170 Mitarbeiter verlieren ihren Job: Beliebter Online-Shop stoffe.de stellt Betrieb ein
Schenefeld - Viele Hobby-Bastler und Näh-Enthusiasten müssen jetzt ganz stark sein: Der vor allem in der DIY-Szene beliebte Online-Händler stoffe.de schließt seine virtuellen Pforten.
Wie das Branchen-Portal "Retail-News" berichtet, stellt die insolvente FabFab GmbH, zu der neben dem Internetshop auch die Kreativ-Community "Makerist" gehört, ihren Geschäftsbetrieb ein. Demnach verlieren dadurch insgesamt rund 170 Mitarbeiter ihren Job.
Die Firma leitete bereits im vergangenen Oktober ein vorläufiges Insolvenzverfahren ein, hoffte jedoch noch auf einen neuen Investor sowie den Fortbetrieb, nachdem der alte Hauptgeldgeber abgesprungen war und neues Kapital verweigert hatte.
Dazu wird es nun aber offenbar nicht mehr kommen. Dabei gehört die Seite für Stoffe, Schnittmuster und Näh- sowie Bastelzubehör hierzulande seit Jahren zu den wichtigsten Materialhändlern in der Do-it-yourself-Branche, die während der Corona-Pandemie eigentlich auch einen Aufschwung erlebte.
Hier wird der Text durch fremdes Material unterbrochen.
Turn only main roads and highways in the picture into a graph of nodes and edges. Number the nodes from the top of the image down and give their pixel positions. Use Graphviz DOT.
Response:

Anschließend folgte jedoch die große Ernüchterung, da sich viele Verbraucher zu dieser Zeit einen Vorrat zulegten und die Nachfrage nicht aufrechterhalten blieb.
Stoffe.de verabschiedet sich von seinen Kunden
Auf der Website informiert stoffe.de seine Kunden aktuell bereits über das weitere Vorgehen. Derzeit wird das restliche Sortiment mit einem Rabatt von 70 Prozent auf alle Produkte abverkauft, solange der Vorrat reicht. Bereits stornierte oder noch zu stornierende Bestellungen werden erstattet.
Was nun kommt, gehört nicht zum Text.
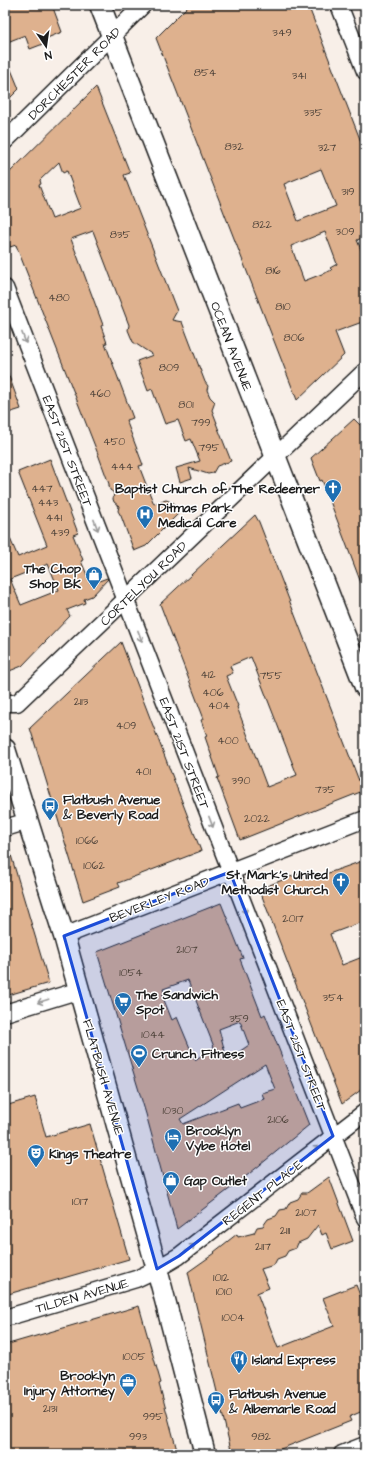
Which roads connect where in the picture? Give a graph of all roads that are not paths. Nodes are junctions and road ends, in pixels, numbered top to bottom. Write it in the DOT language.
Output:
graph roads {
  1 [pos="100,5"];
  2 [pos="143,5"];
  3 [pos="339,5"];
  4 [pos="112,36"];
  5 [pos="365,71"];
  6 [pos="5,141"];
  7 [pos="5,288"];
  8 [pos="365,371"];
  9 [pos="275,457"];
  10 [pos="125,600"];
  11 [pos="365,687"];
  12 [pos="5,703"];
  13 [pos="5,749"];
  14 [pos="365,819"];
  15 [pos="28,821"];
  16 [pos="5,828"];
  17 [pos="230,872"];
  18 [pos="64,936"];
  19 [pos="80,990"];
  20 [pos="5,1014"];
  21 [pos="365,1112"];
  22 [pos="333,1136"];
  23 [pos="365,1218"];
  24 [pos="157,1269"];
  25 [pos="5,1318"];
  26 [pos="365,1445"];
  27 [pos="205,1454"];
  28 [pos="342,1454"];
  1 -- 4 [label="main road, OCEAN AVENUE"];
  2 -- 4 [label="street, DORCHESTER ROAD"];
  3 -- 5 [label="street"];
  4 -- 6 [label="street, DORCHESTER ROAD"];
  4 -- 9 [label="main road, OCEAN AVENUE"];
  7 -- 10 [label="street, EAST 21ST STREET, one-way"];
  8 -- 9 [label="street, CORTELYOU ROAD"];
  9 -- 10 [label="street, CORTELYOU ROAD"];
  9 -- 11 [label="main road, OCEAN AVENUE"];
  10 -- 12 [label="street, CORTELYOU ROAD"];
  10 -- 17 [label="street, EAST 21ST STREET, one-way"];
  13 -- 15 [label="main road, FLATBUSH AVENUE"];
  14 -- 17 [label="street, BEVERLEY ROAD"];
  15 -- 16 [label="street"];
  15 -- 18 [label="main road, FLATBUSH AVENUE"];
  17 -- 18 [label="street, BEVERLEY ROAD"];
  17 -- 22 [label="street, EAST 21ST STREET, one-way"];
  18 -- 19 [label="main road, FLATBUSH AVENUE"];
  19 -- 20 [label="street, one-way"];
  19 -- 24 [label="main road, FLATBUSH AVENUE"];
  21 -- 22 [label="street, REGENT PLACE"];
  22 -- 23 [label="street, EAST 21ST STREET"];
  24 -- 22 [label="street, REGENT PLACE, one-way"];
  24 -- 25 [label="street, TILDEN AVENUE"];
  24 -- 27 [label="main road, FLATBUSH AVENUE"];
  26 -- 28 [label="street"];
}
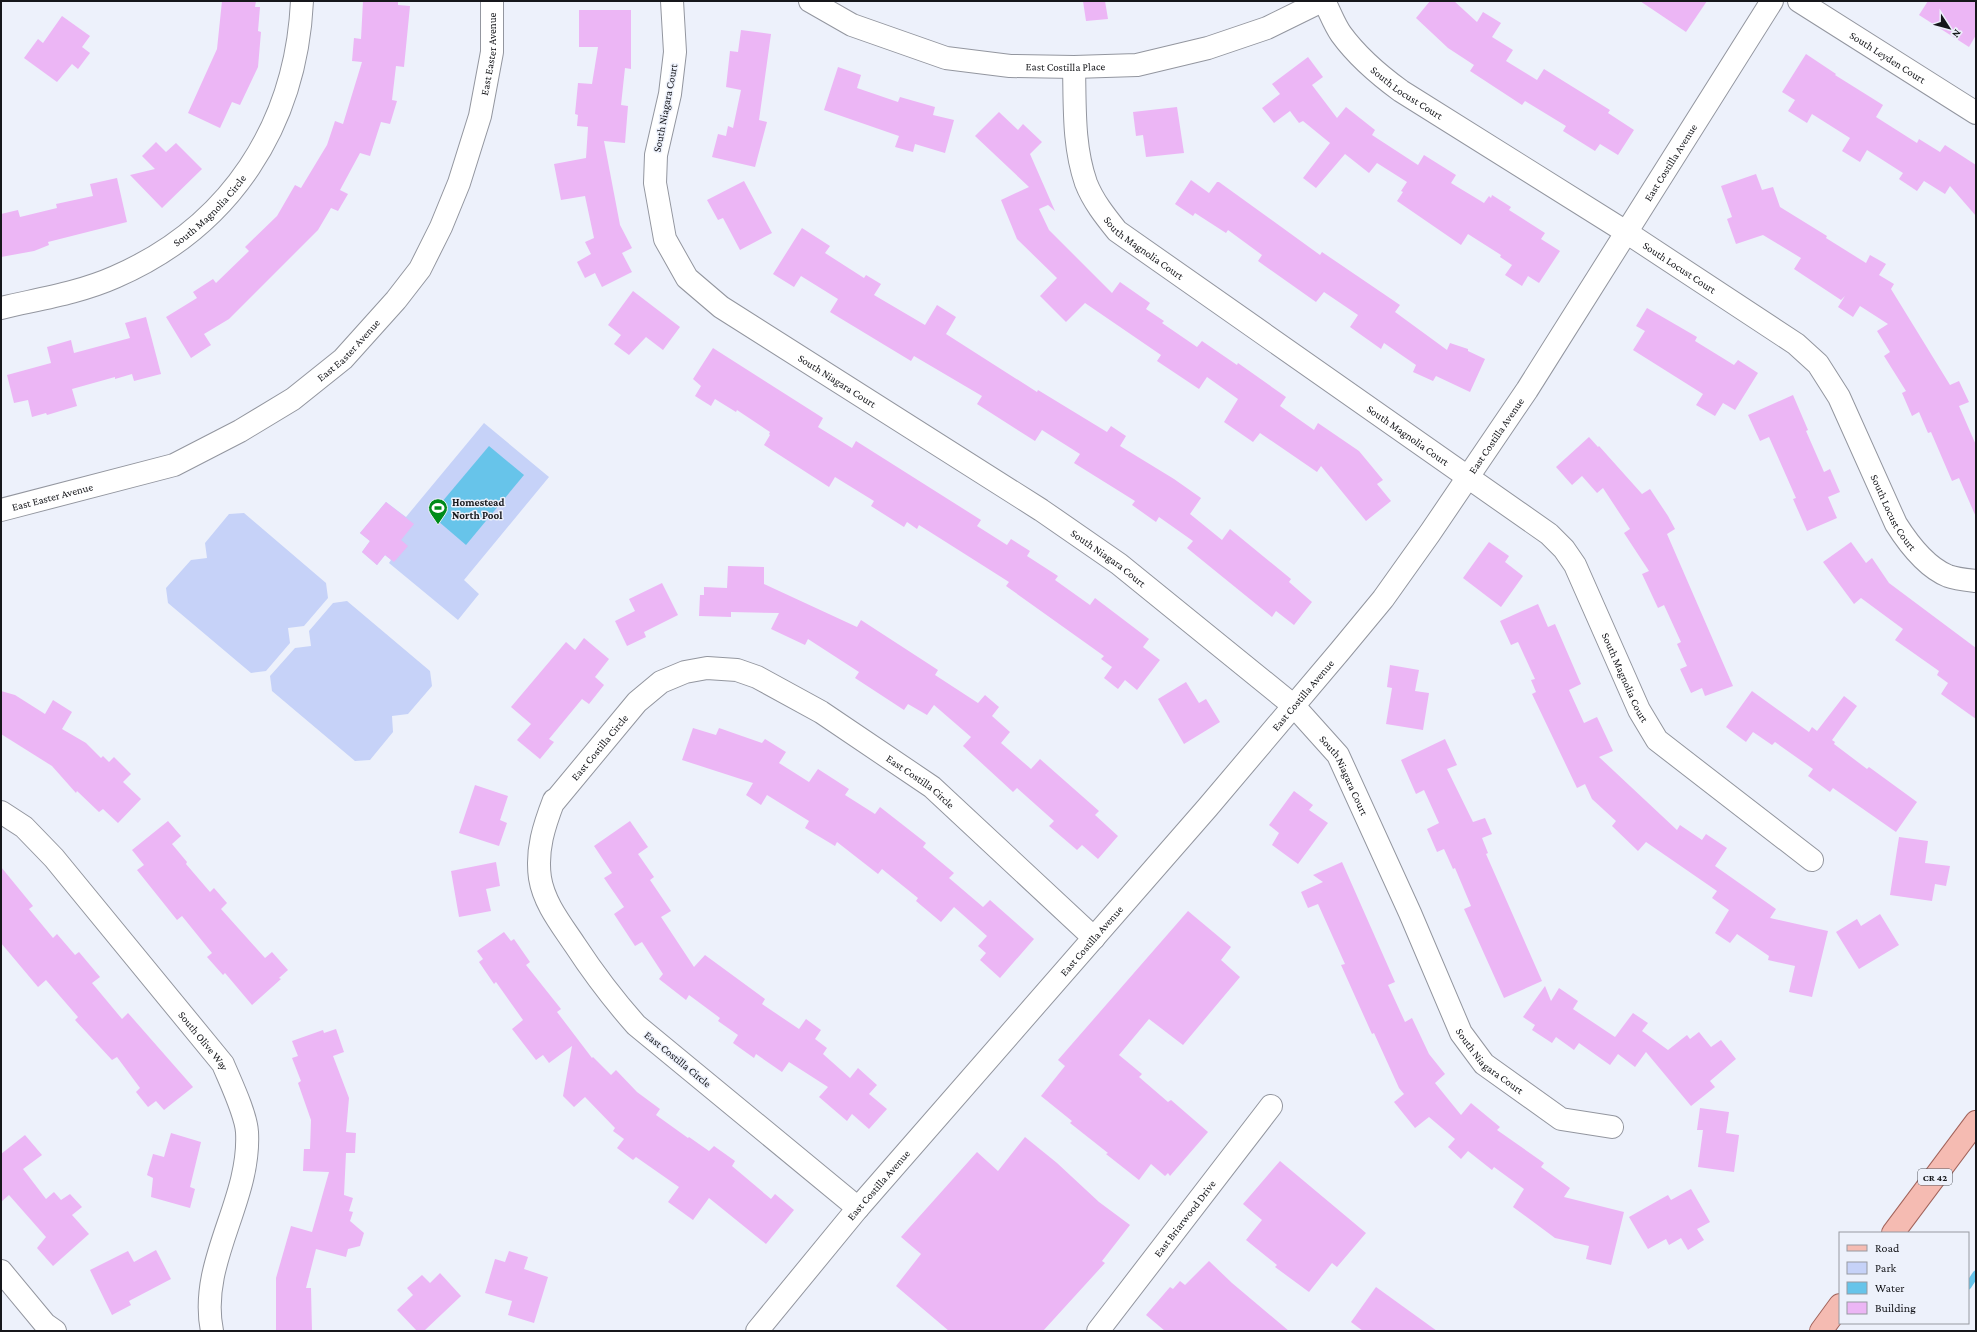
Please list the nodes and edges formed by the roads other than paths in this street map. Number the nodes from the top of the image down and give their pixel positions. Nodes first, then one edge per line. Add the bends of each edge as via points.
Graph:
1 (302, 1) edge
2 (492, 1) edge
3 (672, 1) edge
4 (810, 1) edge
5 (1323, 1) edge
6 (1772, 1) edge
7 (1800, 1) edge
8 (1074, 68) junction
9 (1976, 113) edge
10 (1626, 232) junction
11 (1, 308) edge
12 (1469, 476) junction
13 (1, 510) edge
14 (1976, 581) edge
15 (1294, 706) junction
16 (1, 812) edge
17 (1812, 860) dead end
18 (1094, 938) junction
19 (1271, 1106) dead end
20 (1976, 1122) edge
21 (1612, 1127) dead end
22 (858, 1208) junction
23 (1894, 1232) edge
24 (1, 1271) edge
25 (1839, 1306) edge
26 (55, 1331) edge
27 (212, 1331) edge
28 (757, 1331) edge
29 (1098, 1331) edge
30 (1821, 1331) edge

1 - 11 street, South Magnolia Circle via 294,68 282,106 251,166 217,208 180,240 151,260 113,278
2 - 13 street, East Easter Avenue via 492,52 480,116 459,183 441,227 420,269 343,359 293,399 240,431 174,465
3 - 15 street, South Niagara Court via 676,52 670,94 656,155 655,183 665,239 687,278 721,307 1042,510 1119,564
4 - 8 street, East Costilla Place via 852,25 946,58 1010,66
5 - 8 street, East Costilla Place via 1267,28 1208,48 1137,65
5 - 10 street, South Locust Court via 1340,33 1383,78
6 - 10 street, East Costilla Avenue
7 - 9 street, South Leyden Court
8 - 12 street, South Magnolia Court via 1076,146 1086,183 1100,210 1117,231
10 - 12 street, East Costilla Avenue via 1527,390
10 - 14 street, South Locust Court via 1796,344 1818,364 1839,398 1896,524 1907,542 1931,565 1949,576
12 - 15 street, East Costilla Avenue via 1382,599
12 - 17 street, South Magnolia Court via 1549,534 1564,549 1575,565 1639,710 1657,740
15 - 18 street, East Costilla Avenue
15 - 21 street, South Niagara Court via 1338,755 1410,913 1461,1034 1484,1064 1561,1119
16 - 27 street, South Olive Way via 24,827 54,858 223,1064 237,1096 247,1132 244,1171 210,1284 209,1320
18 - 22 street, East Costilla Avenue
18 - 22 street, East Costilla Circle via 932,787 821,712 757,676 737,670 707,668 685,672 662,682 637,702 554,800 543,828 540,848 540,878 546,898 556,918 606,991 636,1025
19 - 29 street, East Briarwood Drive
20 - 23 main road, CR 42
22 - 28 street, East Costilla Avenue
24 - 26 street via 45,1324
25 - 30 main road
Die Firma könne die Bereitstellung seiner digitalen Produkte - wie etwa Videokurse - nach dem 31. Januar 2026 nicht mehr gewährleisten und bitte die Nutzer daher, diese herunterzuladen. Ob eventuell doch noch die Chance einer Rettung besteht, ließen die Betreiber offen.
"Es ist uns eine Freude, zu sehen, wie aus unseren Stoffen und den Schnitten unserer Partner*innen wunderbare Unikate entstanden sind. Wir hoffen, dass eure Nähmaschinen auch in Zukunft niemals stillstehen", hieß es in einer schließenden Botschaft.